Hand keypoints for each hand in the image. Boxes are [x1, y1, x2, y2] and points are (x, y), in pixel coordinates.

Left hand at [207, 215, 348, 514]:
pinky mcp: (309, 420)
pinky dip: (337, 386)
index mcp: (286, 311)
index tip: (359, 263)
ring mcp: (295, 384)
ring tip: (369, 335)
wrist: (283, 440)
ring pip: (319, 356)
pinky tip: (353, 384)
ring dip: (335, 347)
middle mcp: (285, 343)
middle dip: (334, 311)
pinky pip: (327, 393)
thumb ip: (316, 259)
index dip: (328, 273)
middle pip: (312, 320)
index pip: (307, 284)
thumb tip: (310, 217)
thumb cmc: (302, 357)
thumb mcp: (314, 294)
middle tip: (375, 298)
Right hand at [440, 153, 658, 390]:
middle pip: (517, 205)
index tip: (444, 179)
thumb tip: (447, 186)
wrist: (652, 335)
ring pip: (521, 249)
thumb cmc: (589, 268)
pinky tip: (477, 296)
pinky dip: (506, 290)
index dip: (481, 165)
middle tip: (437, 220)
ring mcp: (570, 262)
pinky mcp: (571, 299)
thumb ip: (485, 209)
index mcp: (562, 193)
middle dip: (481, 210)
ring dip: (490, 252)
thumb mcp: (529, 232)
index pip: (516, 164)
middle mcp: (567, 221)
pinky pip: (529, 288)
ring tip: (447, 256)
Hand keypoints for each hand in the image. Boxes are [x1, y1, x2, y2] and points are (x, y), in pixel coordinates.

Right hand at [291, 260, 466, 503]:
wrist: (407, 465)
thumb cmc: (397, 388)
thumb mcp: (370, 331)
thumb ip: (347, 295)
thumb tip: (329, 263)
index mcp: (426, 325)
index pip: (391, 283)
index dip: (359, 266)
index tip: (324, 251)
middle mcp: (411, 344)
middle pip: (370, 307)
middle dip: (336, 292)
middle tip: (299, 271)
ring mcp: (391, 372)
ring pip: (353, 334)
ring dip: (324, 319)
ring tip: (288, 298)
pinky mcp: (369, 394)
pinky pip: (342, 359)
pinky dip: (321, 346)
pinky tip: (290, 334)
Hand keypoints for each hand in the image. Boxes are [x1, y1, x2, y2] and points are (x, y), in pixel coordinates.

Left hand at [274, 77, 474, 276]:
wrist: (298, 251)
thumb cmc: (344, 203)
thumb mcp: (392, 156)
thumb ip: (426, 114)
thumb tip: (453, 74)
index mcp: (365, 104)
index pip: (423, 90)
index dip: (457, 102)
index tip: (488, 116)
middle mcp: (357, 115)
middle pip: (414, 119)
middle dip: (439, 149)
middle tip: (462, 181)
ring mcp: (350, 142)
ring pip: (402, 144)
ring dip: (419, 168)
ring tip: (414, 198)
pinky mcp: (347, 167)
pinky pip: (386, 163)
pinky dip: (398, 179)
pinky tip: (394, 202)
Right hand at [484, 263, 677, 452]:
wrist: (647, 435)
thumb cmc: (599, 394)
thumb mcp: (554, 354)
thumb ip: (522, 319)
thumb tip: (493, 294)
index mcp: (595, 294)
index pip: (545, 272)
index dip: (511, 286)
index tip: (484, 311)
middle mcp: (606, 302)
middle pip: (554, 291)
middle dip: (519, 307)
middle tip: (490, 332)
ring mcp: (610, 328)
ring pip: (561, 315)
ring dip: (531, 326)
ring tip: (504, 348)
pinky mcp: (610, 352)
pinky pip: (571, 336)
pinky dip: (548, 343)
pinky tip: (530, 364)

--

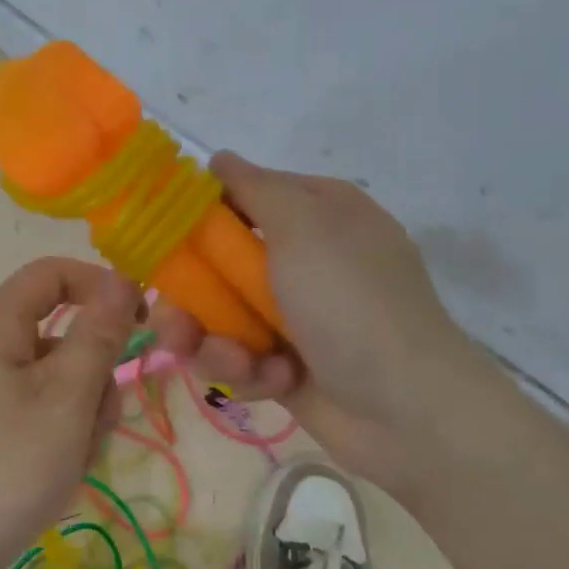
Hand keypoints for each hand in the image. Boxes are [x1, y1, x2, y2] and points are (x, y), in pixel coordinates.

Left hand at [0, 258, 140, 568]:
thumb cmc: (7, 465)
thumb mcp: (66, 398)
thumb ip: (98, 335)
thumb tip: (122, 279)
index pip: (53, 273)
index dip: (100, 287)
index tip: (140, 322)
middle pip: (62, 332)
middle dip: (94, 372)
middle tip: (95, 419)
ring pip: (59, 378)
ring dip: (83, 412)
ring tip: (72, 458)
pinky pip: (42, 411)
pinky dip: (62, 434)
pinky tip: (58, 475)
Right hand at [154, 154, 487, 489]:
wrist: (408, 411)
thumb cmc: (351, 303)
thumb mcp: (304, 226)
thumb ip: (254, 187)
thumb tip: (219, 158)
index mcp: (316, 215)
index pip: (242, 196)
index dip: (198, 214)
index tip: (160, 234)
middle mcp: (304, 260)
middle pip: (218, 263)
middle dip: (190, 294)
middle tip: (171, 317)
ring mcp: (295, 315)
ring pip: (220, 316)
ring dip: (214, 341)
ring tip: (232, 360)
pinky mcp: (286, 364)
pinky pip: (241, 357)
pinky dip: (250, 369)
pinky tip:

### AIM OF THE TASK:
Return only the stretch of the material above from the line holding "ring mcp: (570, 262)" through the line holding "ring tip: (447, 256)", copied exactly.

### WRITTEN ANSWER:
ring mcp: (570, 262)
pinky mcp: (571, 299)
thumb ip: (485, 209)
index mcp: (562, 193)
middle dip: (481, 210)
ring dip: (490, 252)
thumb mcp: (529, 232)
index pip: (516, 164)
middle mcp: (567, 221)
pinky pip: (529, 288)
ring tip: (447, 256)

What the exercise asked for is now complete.